In this work, we introduce the Jamming Adjustable PneuNet Actuator (JAPA), a novel soft robotic finger that enables both stiffness modulation and tunable bending behavior through a flexible hybrid jamming approach. This method combines the high stiffness gain of layer jamming and the adaptability of granular jamming. By adjusting the effective length of the paper-based layer jamming using a magnetically positioned sliding mechanism, JAPA can dynamically reshape its bending profile. Meanwhile, the granular jamming element distributed throughout the finger can provide adaptive stiffness reinforcement across all bending configurations. The combination of adjustable stiffness and reconfigurable bending profile substantially enhances JAPA's multidirectional force control and dexterity. To evaluate its performance, we conducted a series of experiments to assess JAPA's stiffness modulation, pull-off and output forces, multidirectional force control, and workspace.

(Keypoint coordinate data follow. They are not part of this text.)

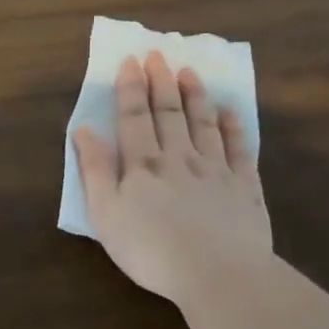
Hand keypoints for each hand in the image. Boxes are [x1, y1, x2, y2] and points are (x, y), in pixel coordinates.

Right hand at [71, 51, 272, 305]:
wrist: (217, 274)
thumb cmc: (151, 250)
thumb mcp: (106, 214)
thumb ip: (94, 170)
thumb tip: (83, 130)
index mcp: (142, 164)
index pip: (134, 116)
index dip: (130, 87)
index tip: (131, 61)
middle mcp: (179, 157)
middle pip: (169, 112)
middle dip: (161, 81)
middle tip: (159, 54)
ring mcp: (215, 169)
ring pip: (203, 123)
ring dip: (195, 95)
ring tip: (189, 71)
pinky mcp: (245, 186)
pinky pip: (239, 148)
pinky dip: (233, 127)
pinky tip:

Experimental results demonstrate that JAPA can achieve a maximum stiffness gain of up to 3.55×, with adjustable stiffness distribution contributing to a workspace expansion exceeding 200% and a more than 300% improvement in multidirectional force modulation. To visualize its multidirectional force control ability, we used a single JAPA unit to operate a computer cursor via a TrackPoint, dragging the cursor in different directions. To further validate its manipulation capability, we constructed a four-unit JAPA gripper capable of in-hand object rotation and safe handling of diverse objects, including delicate and irregularly shaped items. The proposed soft finger design holds promise for applications in assistive robotics, adaptive grasping, and human-interactive devices, where both safety and functional versatility are critical.